Mozilla's Firefox 3.0 browser uses memory much more efficiently than its rivals, according to an independent tester who wrote a memory-monitoring utility to track usage by Firefox, Internet Explorer (IE), Flock, Opera and Safari.
In a lengthy post to his Web site, .Net developer Sam Allen spelled out the data he collected from the "Memory Watcher" application he wrote specifically to track Web browser memory use.
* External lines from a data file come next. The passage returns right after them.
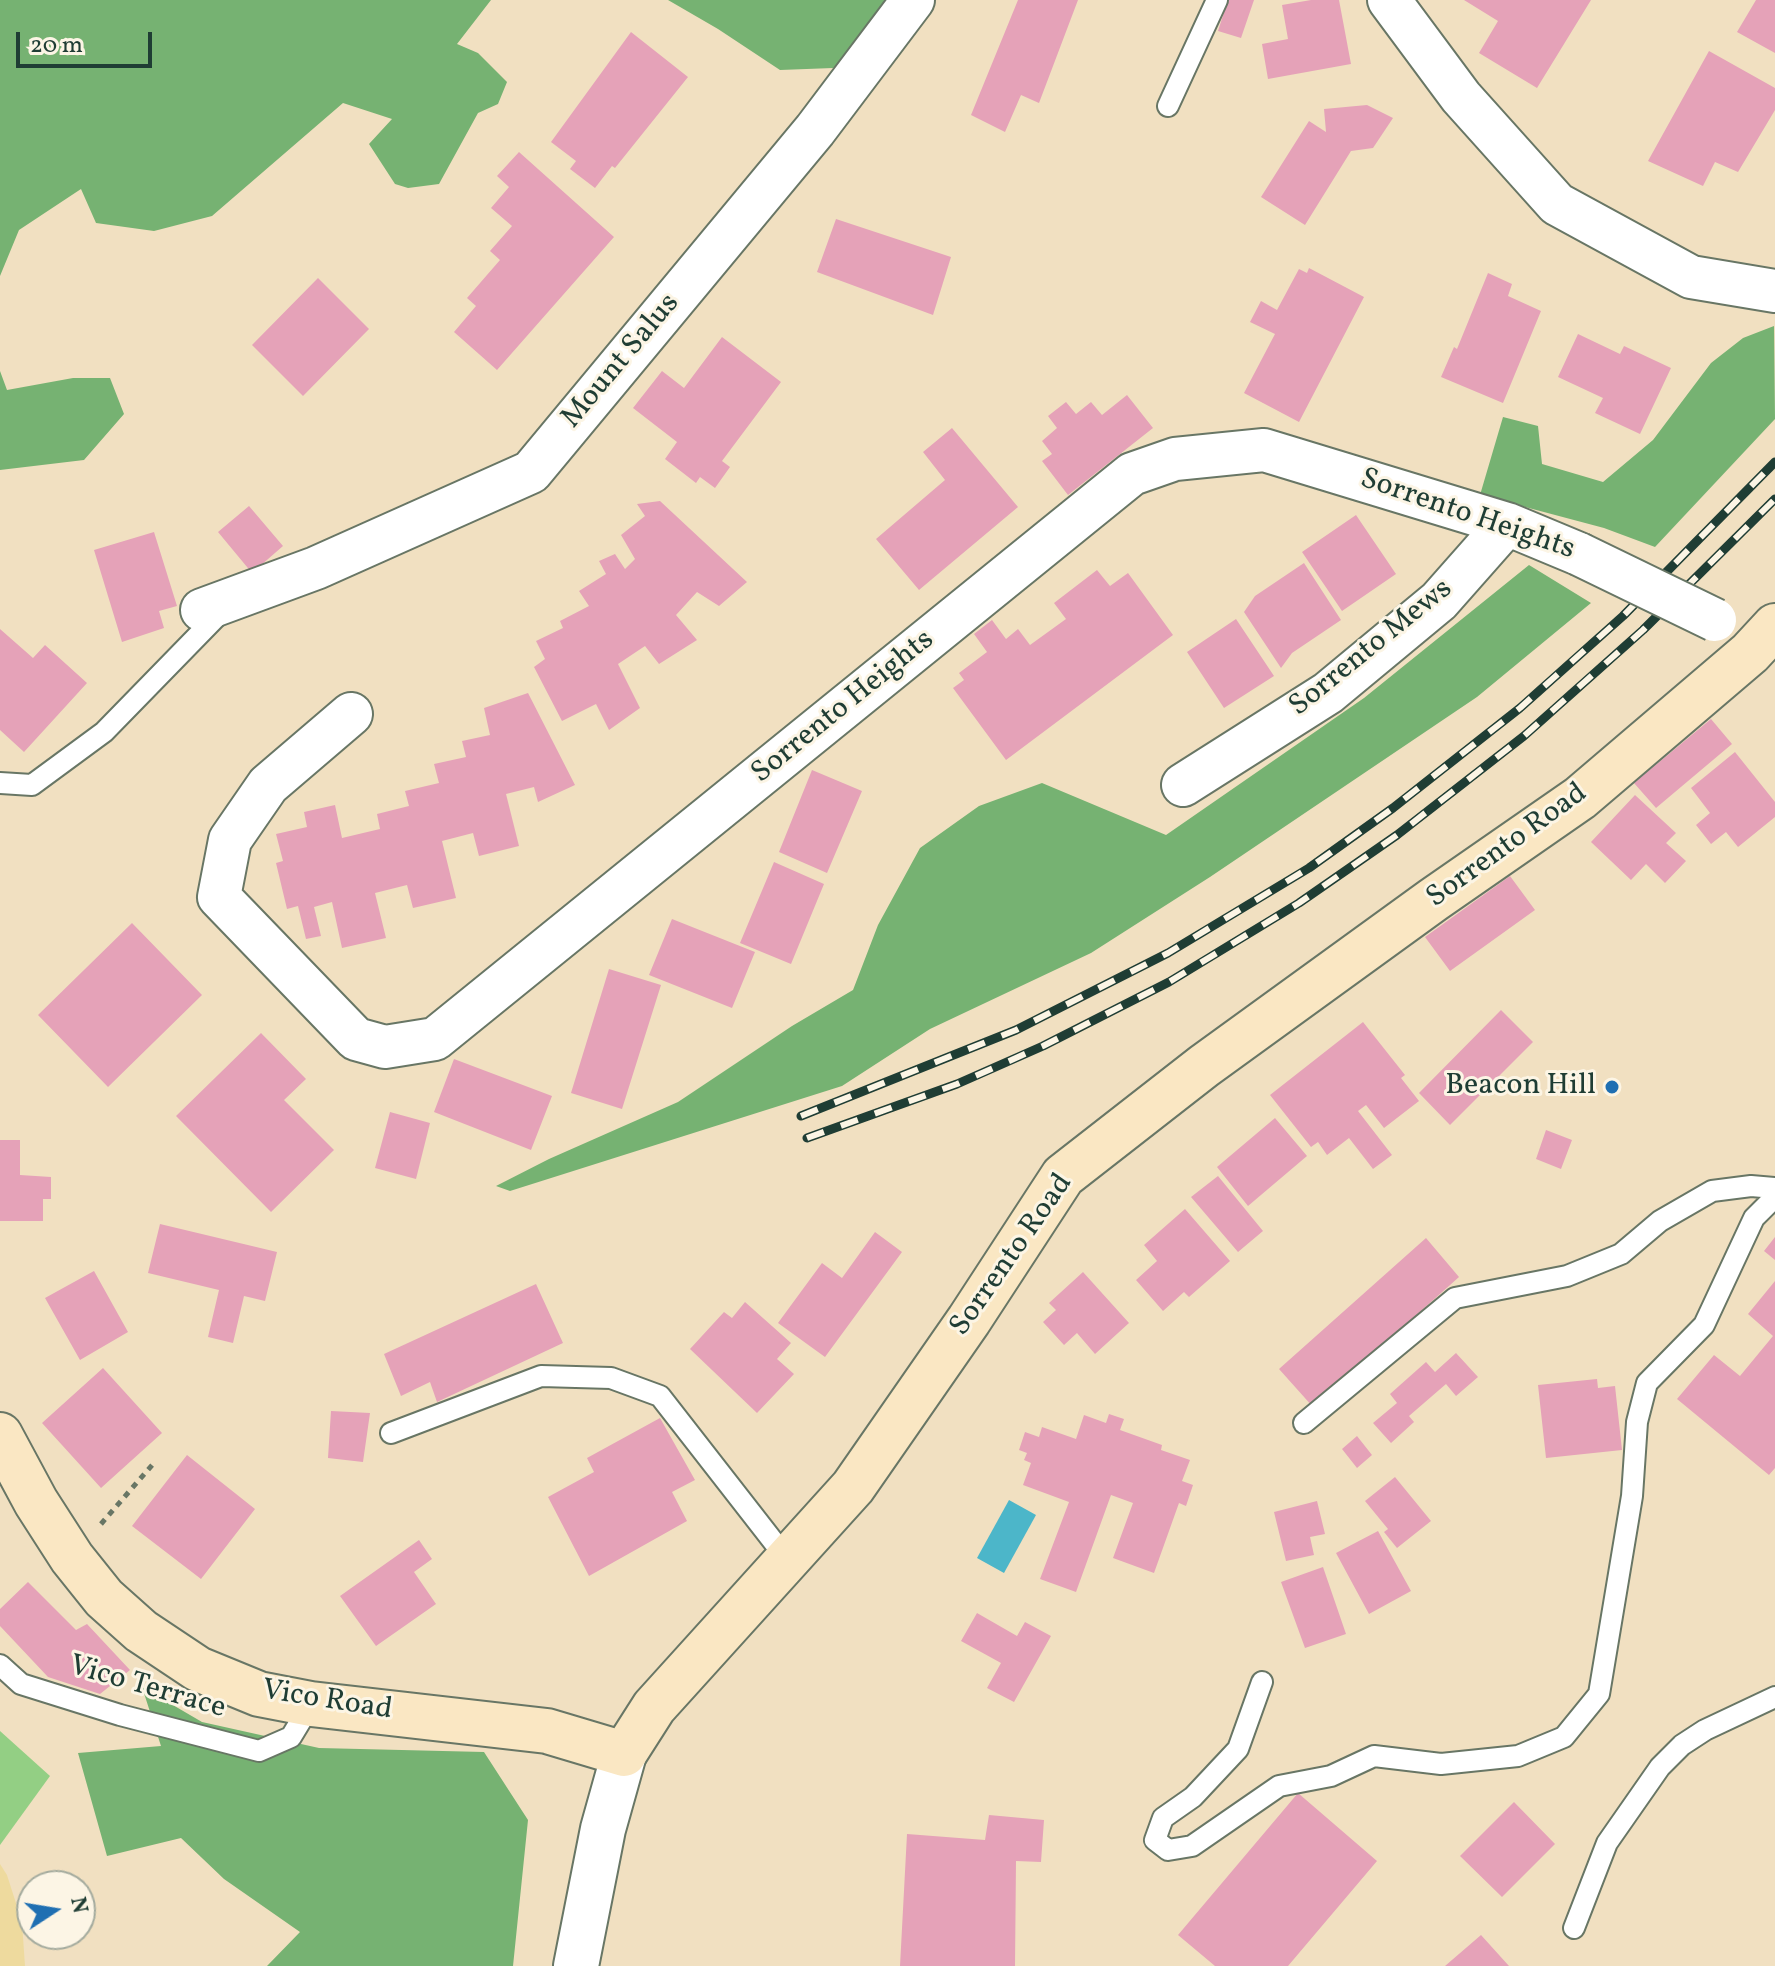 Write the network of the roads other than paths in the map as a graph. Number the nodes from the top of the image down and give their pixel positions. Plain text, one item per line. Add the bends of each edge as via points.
1 (913, 0) edge
2 (1217, 0) edge
3 (1389, 0) edge
4 (1168, 106) dead end
5 (1775, 291) edge
6 (1507, 524) junction
7 (218, 604) joint
8 (1762, 640) edge
9 (351, 714) dead end
10 (0, 783) edge
11 (1183, 785) dead end
12 (1775, 1188) edge
13 (1775, 1197) edge
14 (1304, 1423) dead end
15 (391, 1433) dead end
16 (0, 1435) edge
17 (787, 1559) junction
18 (0, 1665) edge
19 (1262, 1682) dead end
20 (1775, 1697) edge
21 (311, 1704) junction
22 (624, 1754) junction
23 (1574, 1928) dead end
24 (576, 1966) edge

1 - 7 street, Mount Salus via 815,130 531,472 316,568
2 - 4 lane
3 - 5 street via 1461,97 1557,204 1691,277
6 - 8 street, Sorrento Heights, bridge
6 - 9 street, Sorrento Heights via 1264,450 1175,459 1132,474 435,1039 385,1047 356,1039 219,897 230,840 268,785
6 - 11 street, Sorrento Mews via 1439,601 1328,693
7 - 10 lane, Mount Salus via 104,732 32,785
8 - 17 main road, Sorrento Road via 1580,798 1204,1066 1063,1176 853,1487
12 - 14 lane via 1712,1191 1660,1221 1621,1254 1567,1276 1455,1298
13 - 19 lane via 1754,1218 1704,1325 1647,1383 1599,1694 1564,1737 1518,1756 1441,1764 1374,1756 1331,1776 1279,1786 1192,1846 1168,1850 1155,1840 1163,1818 1193,1797 1238,1749
15 - 17 lane via 541,1376 611,1378 660,1396
16 - 21 main road, Vico Road via 72,1558 104,1598 141,1631 198,1669 259,1694
17 - 22 main road, Sorrento Road via 654,1707
18 - 21 lane, Vico Terrace via 21,1684 259,1751 291,1737
20 - 23 lane via 1705,1730 1660,1767 1607,1843
21 - 22 main road, Vico Road via 547,1731
22 - 24 street, Sorrento Road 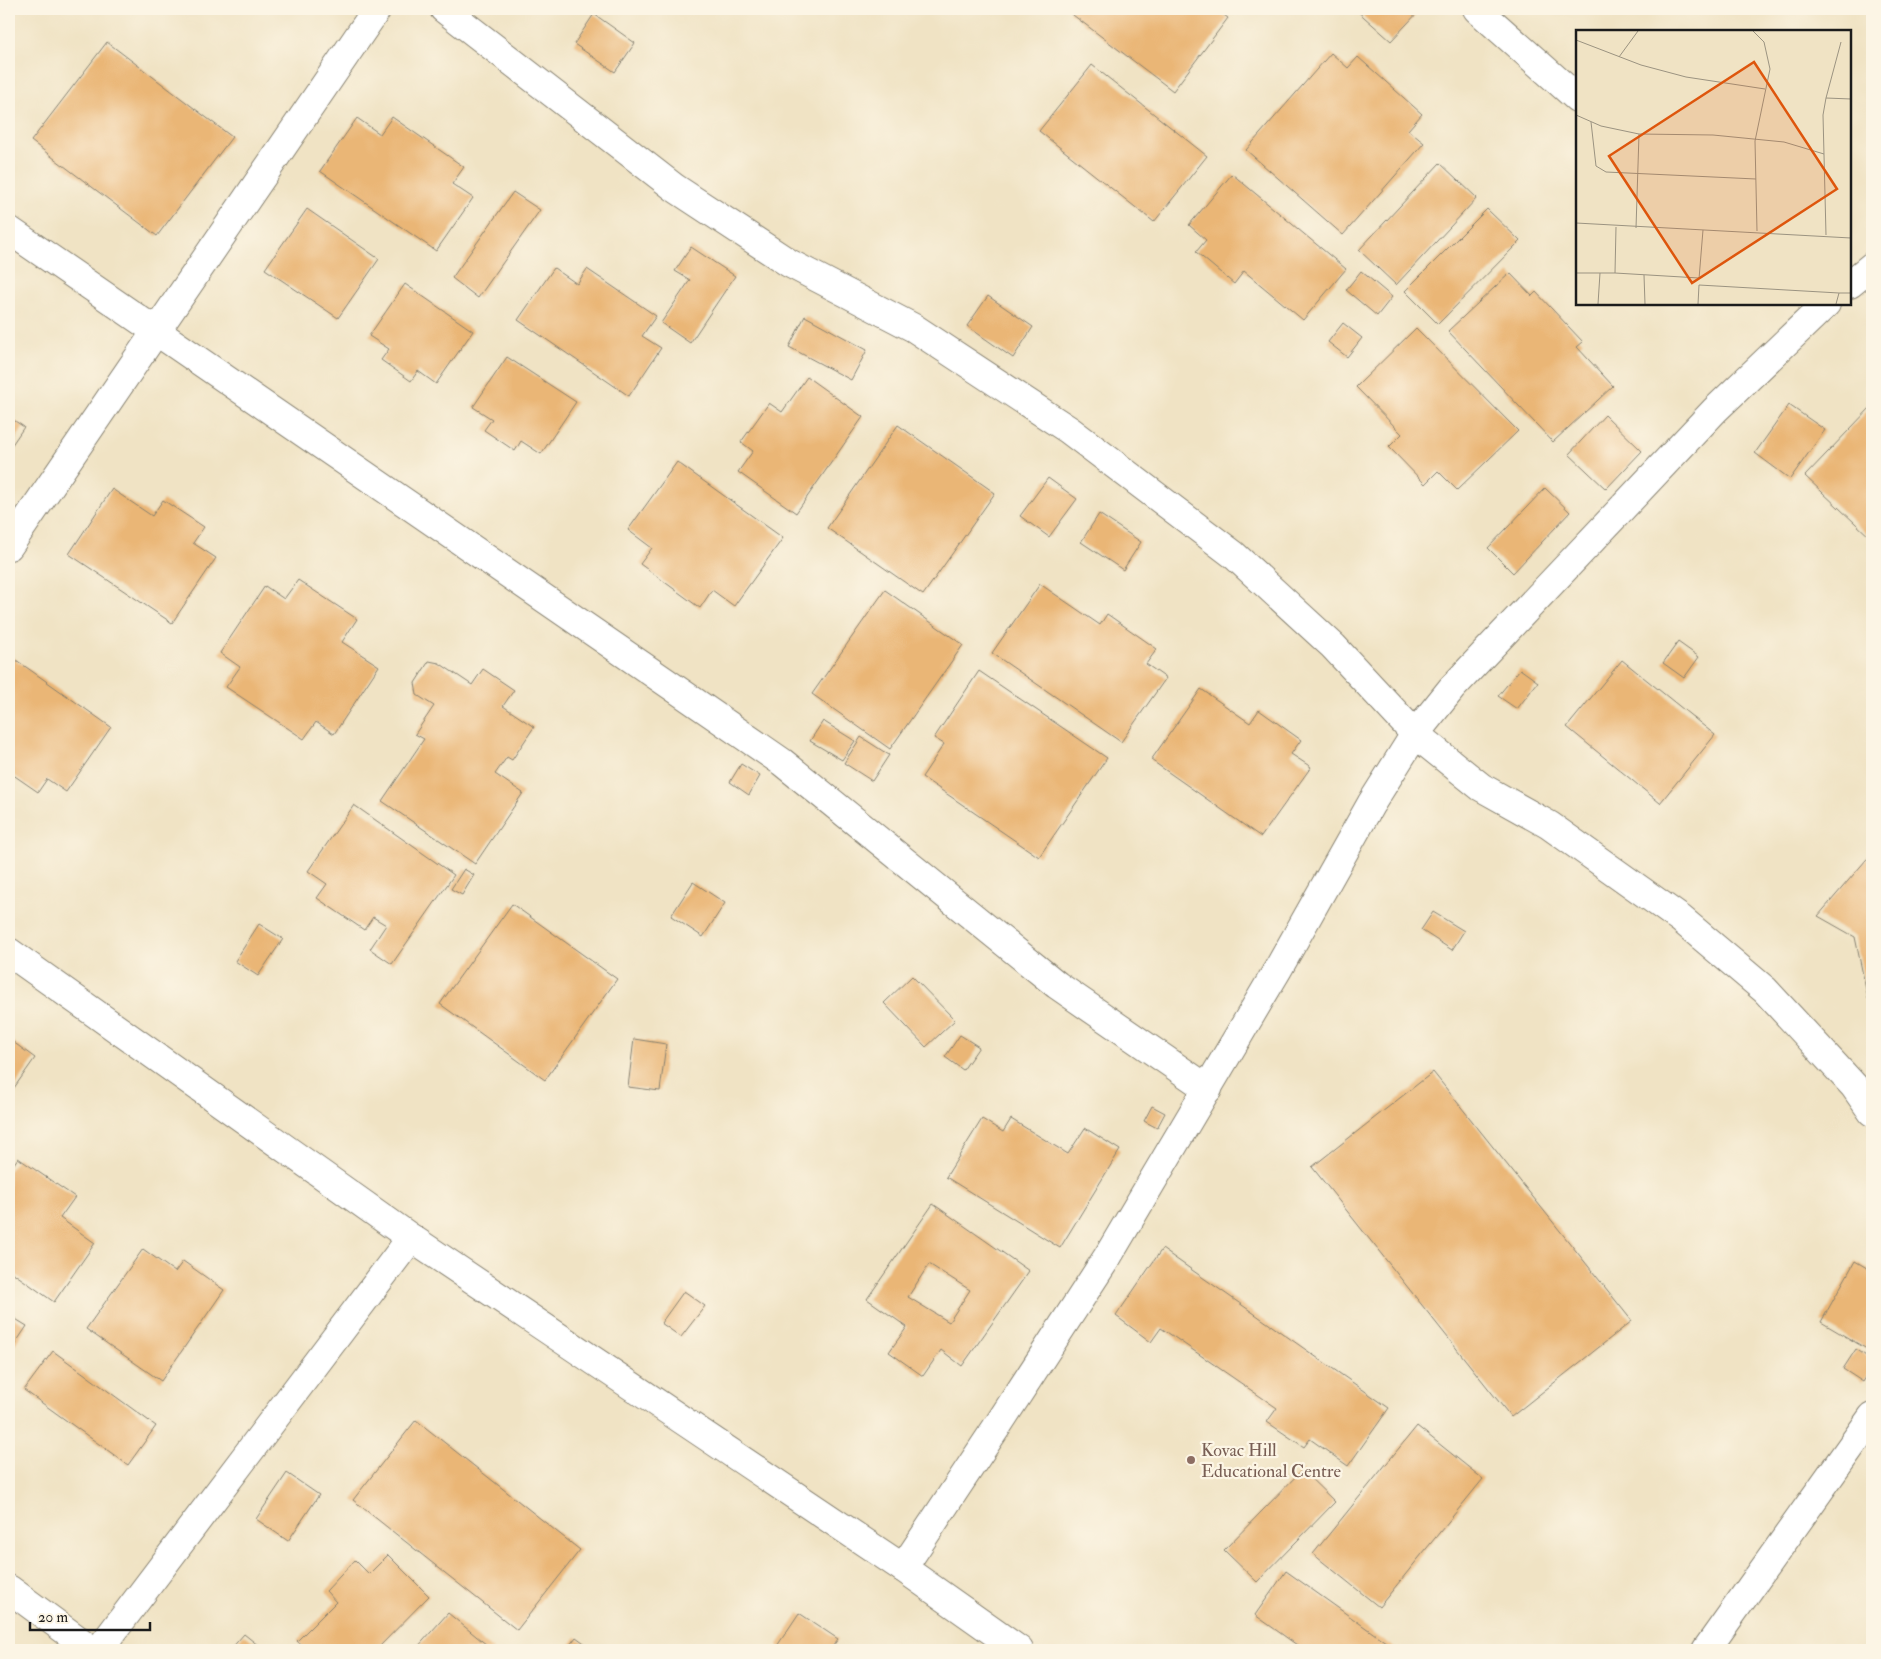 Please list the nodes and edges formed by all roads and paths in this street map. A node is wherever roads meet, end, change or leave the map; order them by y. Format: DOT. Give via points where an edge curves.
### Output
graph roads {
  1 [pos="377,9"];
  2 [pos="444,9"];
  3 [pos="1477,9"];
  4 [pos="1576,97"];
  5 [pos="9,230"];
  6 [pos="1872,266"];
  7 [pos="1851,283"];
  8 [pos="1818,306"];
  9 [pos="156,332"];
  10 [pos="9,546"];
  11 [pos="1416,734"];
  12 [pos="9,952"];
  13 [pos="1208,1089"];
  14 [pos="1872,1112"];
  15 [pos="411,1238"];
  16 [pos="1872,1417"];
  17 [pos="903,1568"];
  18 [pos="9,1589"];
  19 [pos="92,1650"];
  20 [pos="99,1650"];
  21 [pos="1018,1650"];
  22 [pos="1706,1650"];
  1 -- 9 [label="street"];
  2 -- 11 [label="street" via="675,188 789,263 914,328 1077,436 1234,555 1332,646"];
  3 -- 4 [label="street"];
  5 -- 9 [label="street"];
  6 -- 7 [label="street"];
  8 -- 11 [label="street" via="1452,688"];
  9 -- 10 [label="street"];
  9 -- 13 [label="street" via="782,762 1057,985"];
  11 -- 13 [label="street" via="1371,804"];
  11 -- 14 [label="street" via="1482,787 1549,826 1681,919 1765,990 1854,1086"];
  12 -- 15 [label="street"];
  13 -- 17 [label="street" via="1108,1256"];
  15 -- 17 [label="street"];
  15 -- 20 [label="street"];
  16 -- 22 [label="street"];
  17 -- 21 [label="street"];
  18 -- 19 [label="street"];
} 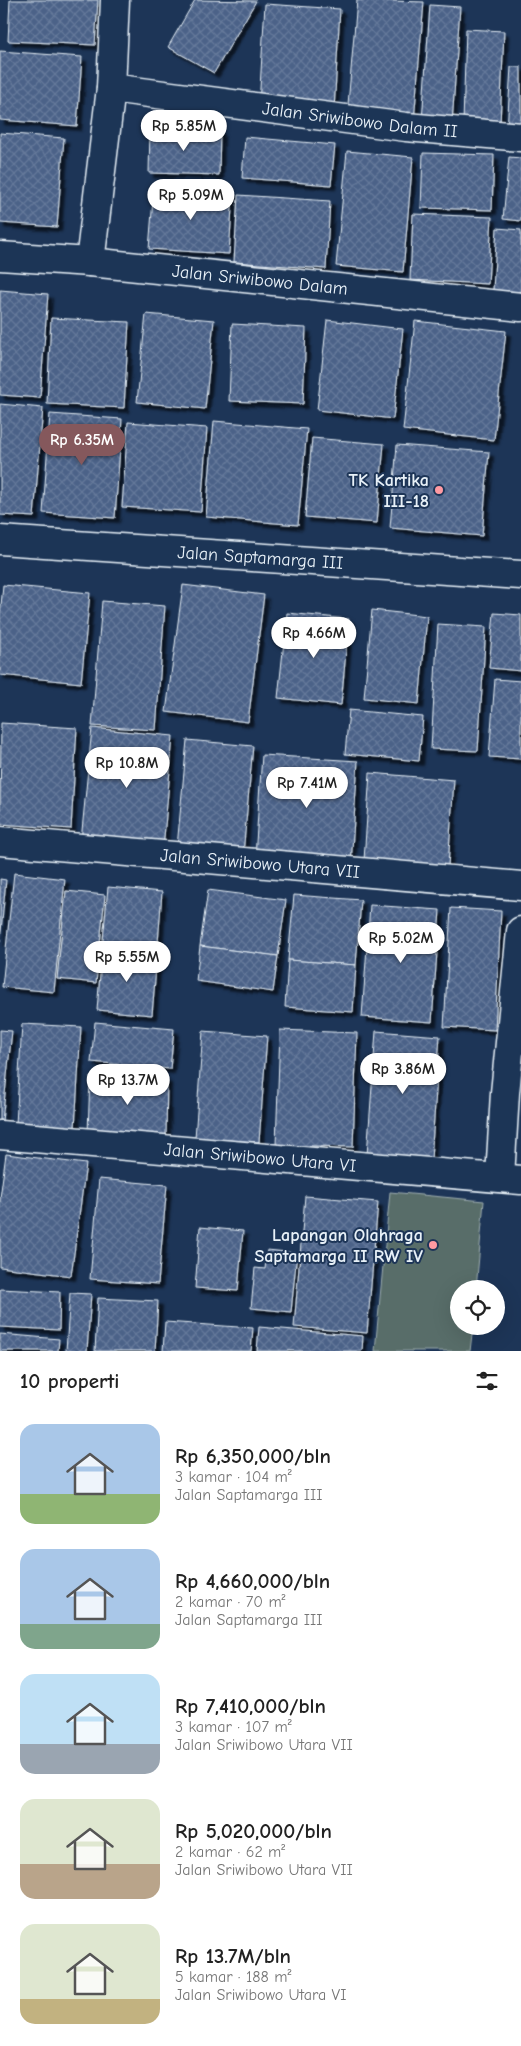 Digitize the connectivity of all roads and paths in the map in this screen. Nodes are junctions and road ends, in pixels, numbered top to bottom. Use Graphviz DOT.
graph roads {
  1 [pos="114,0"];
  2 [pos="111,88"];
  3 [pos="521,137"];
  4 [pos="0,256"];
  5 [pos="90,262"];
  6 [pos="521,307"];
  7 [pos="0,540"];
  8 [pos="521,575"];
  9 [pos="0,841"];
  10 [pos="521,886"];
  11 [pos="521,931"];
  12 [pos="0,1135"];
  13 [pos="511,1178"];
  1 -- 2 [label="street"];
  2 -- 3 [label="street, Jalan Sriwibowo Dalam II"];
  2 -- 5 [label="street"];
  4 -- 5 [label="street, Jalan Sriwibowo Dalam"];
  5 -- 6 [label="street, Jalan Sriwibowo Dalam"];
  7 -- 8 [label="street, Jalan Saptamarga III"];
  9 -- 10 [label="street, Jalan Sriwibowo Utara VII"];
  11 -- 13 [label="street"];
  12 -- 13 [label="street, Jalan Sriwibowo Utara VI"];
}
Although Allen acknowledged that the testing was unscientific -- he ran each browser between 2.69 hours and 2.91 hours, for instance, and didn't claim to have visited the exact same pages with each -- he claimed that the trend lines drawn by Memory Watcher were valid. The results, he said, "Are not a direct comparison in any way, but they offer a visualization of trending in the memory behavior of the layout engines and interfaces."
Firefox 3.0 was the clear winner, not only because it used the least amount of memory of any of the tested browsers, but its memory use didn't noticeably grow over time. "This browser exhibits memory usage that is by far lower than the others," Allen said of Firefox 3.0. "It releases memory to the system and the trend line is nearly flat."
The poorest marks went to Apple's Safari 3.1 for Windows -- Allen tested only the Windows versions of each browser -- which consistently consumed more memory the longer it was used. "Safari on Windows shows extremely poor memory management," he said.